Mesmo após as análises acima, muitos didatas limitam o valor do Condoreirismo à poesia apenas. No entanto, na prosa de Bernardo Guimarães, tal característica é bastante presente já que a obra aqui analisada tem como protagonista uma escrava que deseja a sua liberdade. Embora tendo caráter subjetivo, encontra-se na obra a denúncia social, retratando uma visão abolicionista quanto à escravidão ainda existente no Brasil.

Alguns personagens despertam a ânsia pelo desejo abolicionista e republicano, o principal deles é Álvaro, que tem valor heroico no texto, como é possível analisar nas palavras do personagem:

“A escravidão em si mesma já é uma indignidade, uma úlcera hedionda na face da nação, que a tolera e protege. Por minha parte, nenhum motivo enxergo para levar a esse ponto o respeito por um preconceito absurdo, resultante de um abuso que nos desonra aos olhos do mundo civilizado. Seja eu embora o primeiro a dar esse nobre exemplo, que talvez será imitado. Sirva ele ao menos de um protesto enérgico e solene contra uma bárbara e vergonhosa instituição.” (GUIMARÃES, 2012, p. 132-133)

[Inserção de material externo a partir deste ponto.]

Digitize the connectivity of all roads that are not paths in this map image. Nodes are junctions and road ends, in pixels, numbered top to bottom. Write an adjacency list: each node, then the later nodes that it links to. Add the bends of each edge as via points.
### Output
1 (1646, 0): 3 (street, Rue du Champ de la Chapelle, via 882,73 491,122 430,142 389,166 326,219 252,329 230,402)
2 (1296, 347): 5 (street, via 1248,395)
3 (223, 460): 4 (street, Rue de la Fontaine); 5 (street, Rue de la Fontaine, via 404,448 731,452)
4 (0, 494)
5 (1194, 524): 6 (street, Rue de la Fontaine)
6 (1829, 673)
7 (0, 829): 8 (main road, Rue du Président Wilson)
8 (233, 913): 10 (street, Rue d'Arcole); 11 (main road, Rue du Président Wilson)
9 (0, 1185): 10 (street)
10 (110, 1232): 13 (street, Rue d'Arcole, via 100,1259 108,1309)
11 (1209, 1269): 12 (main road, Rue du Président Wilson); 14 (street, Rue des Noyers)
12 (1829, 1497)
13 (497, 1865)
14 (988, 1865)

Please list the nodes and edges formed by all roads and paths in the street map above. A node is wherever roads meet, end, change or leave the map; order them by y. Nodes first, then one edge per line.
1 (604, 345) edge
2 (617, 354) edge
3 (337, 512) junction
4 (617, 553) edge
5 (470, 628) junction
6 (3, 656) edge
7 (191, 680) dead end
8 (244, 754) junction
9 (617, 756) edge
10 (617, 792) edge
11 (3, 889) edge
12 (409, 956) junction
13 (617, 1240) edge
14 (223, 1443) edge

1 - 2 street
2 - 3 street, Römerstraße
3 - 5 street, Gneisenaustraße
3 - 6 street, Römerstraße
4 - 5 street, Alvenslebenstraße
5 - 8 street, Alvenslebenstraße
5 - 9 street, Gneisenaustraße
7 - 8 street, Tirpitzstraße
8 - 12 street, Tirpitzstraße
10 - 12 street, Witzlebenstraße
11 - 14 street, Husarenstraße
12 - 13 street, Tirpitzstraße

Mas é possível a identificação de outros, como por exemplo, André. Este tem desejo intenso de escapar da fazenda Almeida, mesmo que lhe custe a vida. Outro personagem é o melhor amigo de Álvaro, Dr. Geraldo. Geraldo, apesar de abolicionista, é racional. Ao ver o amigo sem meios para impedir que Leôncio levasse Isaura de volta à fazenda, tenta apoiar Álvaro:

“Não é tanto assim, meu caro Álvaro; esses excessos e abusos devem ser coibidos; mas como poderá a justiça ou o poder público devassar o interior do lar doméstico, e ingerir-se no governo da casa do cidadão? que abomináveis e hediondos mistérios, a que a escravidão dá lugar, não se passam por esses engenhos e fazendas, sem que, já não digo a justiça, mas nem mesmo os vizinhos, deles tenham conhecimento?… Enquanto houver escravidão, hão de se dar esses exemplos. Uma instituição má produz uma infinidade de abusos, que só poderão ser extintos cortando-se o mal pela raiz. (…) É bela a tua filosofia, e digna de teu nobre coração; mas que queres? as leis civis, as convenções sociais, são obras do homem, imperfeitas, injustas, e muitas vezes cruéis. O anjo padece e geme sob o jugo da escravidão, e o demônio exalç a-se ao fastígio da fortuna e do poder.” (GUIMARÃES, 2012, p. 130-131)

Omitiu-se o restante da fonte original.